Donnington Castle
Donnington Castle ( 51°25′11″N 1°20′17″W  /  51.41972°N 1.33806°W  / 51.41972; -1.33806 ) is a ruined medieval castle, situated in the small village of Donnington, just north of the town of Newbury in the English county of Berkshire.

Donnington Castle was built by its original owner, Richard Abberbury the Elder, under a licence granted by Richard II in 1386 AD. The surviving castle gatehouse dates from this time. The castle was subsequently bought by Thomas Chaucer, the son of the poet Geoffrey Chaucer, as a residence for his daughter Alice, who later became Duchess of Suffolk. This family later fell out with the Tudor monarchs, and the castle became a Royal property. Both King Henry VIII and Queen Elizabeth I visited Donnington Castle and the latter wanted to live there during her imprisonment by her sister, Queen Mary I, but this was not allowed.

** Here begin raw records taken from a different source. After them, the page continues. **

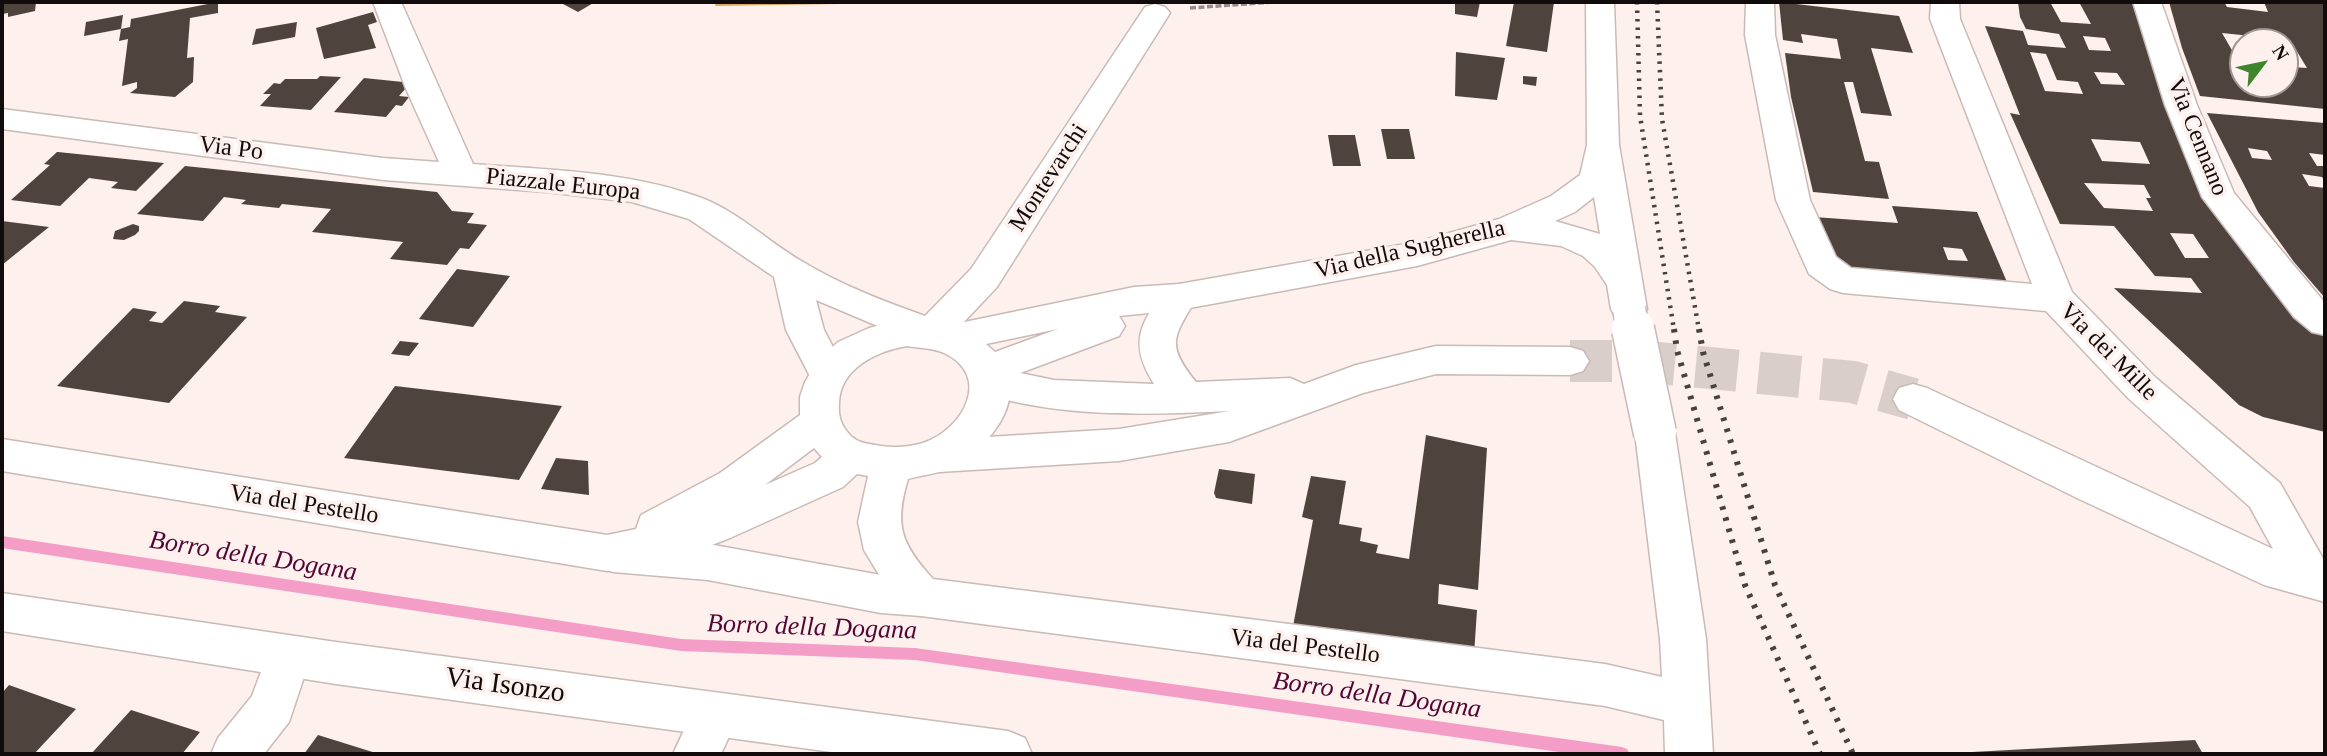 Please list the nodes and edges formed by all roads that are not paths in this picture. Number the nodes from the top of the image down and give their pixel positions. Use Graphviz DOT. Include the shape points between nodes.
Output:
graph roads {
  1 [pos="387,2"];
  2 [pos="1600,2"];
  3 [pos="1760,2"];
  4 [pos="1945,2"];
  5 [pos="2147,2"];
  6 [pos="1154,13"];
  7 [pos="2,119"];
  8 [pos="1603,145"];
  9 [pos="461,174"];
  10 [pos="1511,228"];
  11 [pos="790,271"];
  12 [pos="1627,296"];
  13 [pos="1179,297"];
  14 [pos="2056,299"];
  15 [pos="2325,322"];
  16 [pos="940,336"];
  17 [pos="1570,360"];
  18 [pos="828,374"];
  19 [pos="989,376"];
  20 [pos="1327,391"];
  21 [pos="1186,398"];
  22 [pos="1913,399"];
  23 [pos="819,422"];
  24 [pos="2,455"];
  25 [pos="851,456"];
  26 [pos="939,456"];
  27 [pos="892,465"];
  28 [pos="607,553"];
  29 [pos="2319,581"];
  30 [pos="921,597"];
  31 [pos="2,612"];
  32 [pos="288,656"];
  33 [pos="1688,733"];
  34 [pos="706,735"];
  35 [pos="234,754"];
  36 [pos="1008,754"];
  1 -- 9 [label="street, Piazzale Europa"];
  2 -- 8 [label="street, Via della Sugherella"];
  3 -- 14 [label="street" via="1760,35 1793,200 1822,265 1843,280"];
  4 -- 14 [label="street, Via dei Mille" via="1945,19"];
  5 -- 15 [label="street, Via Cennano" via="2181,105 2219,197 2307,307"];
  6 -- 16 [label="street, Montevarchi" via="984,278"];
  7 -- 9 [label="street, Via Po" via="383,169"];
  8 -- 10 [label="street, Via della Sugherella" via="1595,180 1563,204"];
  8 -- 12 [label="street, Via della Sugherella"];
  9 -- 11 [label="street, Piazzale Europa" via="634,190 690,206"];
  10 -- 12 [label="street" via="1586,241 1607,256"];
  10 -- 13 [label="street, Via della Sugherella" via="1417,254"];
  11 -- 16 [label="street, Piazzale Europa" via="859,305"];
  11 -- 18 [label="street" via="805,330"];
  12 -- 33 [label="street, Via della Sugherella, bridge" via="1655,433 1683,639"];
  13 -- 16 [label="street, Via della Sugherella" via="1134,300"];
  13 -- 19 [label="street, Via della Sugherella"];
  13 -- 21 [label="street" via="1155,339 1160,364"];
  14 -- 29 [label="street, Via dei Mille" via="2142,388 2265,495"];
  16 -- 18 [label="street" via="908,332 884,337 861,345"];
  16 -- 19 [label="street" via="978,357"];
  17 -- 20 [label="street" via="1436,360"];
  18 -- 23 [label="street" via="819,390"];
  19 -- 21 [label="street" via="1053,395"];
  19 -- 26 [label="street" via="990,402 981,423"];
  20 -- 21 [label="street"];
  20 -- 26 [label="street" via="1229,427 1119,445"];
  22 -- 29 [label="street" via="2279,572"];
  23 -- 25 [label="street" via="826,436"];
  23 -- 28 [label="street" via="735,485"];
  24 -- 28 [label="street, Via del Pestello"];
  25 -- 27 [label="street"];
  25 -- 28 [label="street, Via del Pestello" via="829,475 715,526 679,540"];
  26 -- 27 [label="street"];
  27 -- 30 [label="street" via="879,502 880,533 899,574"];
  28 -- 30 [label="street, Via del Pestello" via="708,562 881,594"];
  30 -- 33 [label="street, Via del Pestello" via="1605,685"];
  31 -- 32 [label="street, Via Isonzo"];
  32 -- 34 [label="street, Via Isonzo"];
  32 -- 35 [label="street" via="272,708"];
  34 -- 36 [label="street, Via Isonzo"];
}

By the time the English Civil War broke out, the castle was owned by the Parliamentarian Packer family but after the First Battle of Newbury it was taken for the King and held by Sir John Boys. Despite being besieged for most of the war, the castle succeeded in guarding the major routeways from London to the West Country and Oxford to Southampton, and during the Second Battle of Newbury, the castle was able to hold off the Parliamentary attackers. Finally, after an eighteen month siege, the garrison surrendered and were allowed to rejoin Royalist forces in Wallingford. In 1646 Parliament voted to demolish the castle. All that remains of the castle today is the substantial four towered gatehouse, and the surrounding earthworks.